Thursday, June 20, 2024

Japan Lapidus to send 100 employees to IBM to develop 2 nano


Lapidus, which is Japan’s vanguard of reviving semiconductors, has deployed 100 employees to IBM Labs in the United States to develop cutting-edge 2-nanometer technology. It seems that it has set its own goal of producing 2-nanometers by 2027 and is actively utilizing U.S. technology.

The Nihon Keizai Shimbun reported on the 28th that about 100 Lapidus employees are focusing on developing 2-nano semiconductor technology at IBM Laboratory in Albany, New York.

The Albany IBM Research Institute is the largest research and development base in the U.S. based on a 12-inch wafer fab, but it is built inside a semiconductor factory. The institute explained that it is the first place in the world to successfully design and develop 2-nanometer semiconductors.
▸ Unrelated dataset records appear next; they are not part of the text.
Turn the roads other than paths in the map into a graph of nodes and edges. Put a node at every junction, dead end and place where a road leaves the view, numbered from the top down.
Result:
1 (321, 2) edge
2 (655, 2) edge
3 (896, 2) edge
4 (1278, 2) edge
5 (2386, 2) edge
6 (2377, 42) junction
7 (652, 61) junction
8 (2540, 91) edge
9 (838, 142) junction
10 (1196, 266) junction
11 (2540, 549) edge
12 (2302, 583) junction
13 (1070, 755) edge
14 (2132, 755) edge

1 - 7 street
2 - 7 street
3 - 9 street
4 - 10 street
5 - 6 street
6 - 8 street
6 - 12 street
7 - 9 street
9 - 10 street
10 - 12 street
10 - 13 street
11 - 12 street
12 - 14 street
In order to develop a 2-nano semiconductor mass production technology, Lapidus engineers are learning how to use extreme ultraviolet (EUV) exposure equipment and are also focusing on identifying problems that may occur during the mass production process using the lab’s simulated production line. Following the dispatch of seven engineers in April last year, the company plans to increase the number of workers to 200 in the future, with half in charge of production processes and the rest in charge of performance measurement analysis and design engineers in charge of circuit design, the newspaper said. The so-called “Dream Team,” Lapidus has the full support of the Japanese government. Last month, it provided an additional 590 billion yen, amounting to 920 billion yen in subsidies approved so far, which the Japanese government said could increase in the future. Lapidus’ goal is to skip the previous node and immediately produce chips under 2 nanometers by early 2027. The company aims to dramatically enhance Japan’s semiconductor process technology, which has stopped at 40 nanometers, and make cutting-edge chips for use in supercomputers, artificial intelligence (AI), and autonomous vehicles. Lapidus is confident in developing a 2-nano process. In March last year, it took its first step in partnership with IBM of the U.S., which has advanced semiconductor process technology, and since then, technology development has been progressing smoothly. “We are close to producing prototype lines in April 2025,” said Atsuyoshi Koike, president of Lapidus, in an official appearance last month. Lapidus is presenting a variety of small-scale production models rather than quantitative competition as a way to survive competition with large companies such as TSMC and Samsung Electronics. “The AI boom is revitalizing the high-tech foundry market,” said Henry Richard, CEO of Lapidus Design Solutions. “Competitors focus on providing services to large customers, but Lapidus aims to secure small customers by providing comprehensive support services.” “Even if it does not necessarily provide a technological competitive advantage, the production capacity of the industry.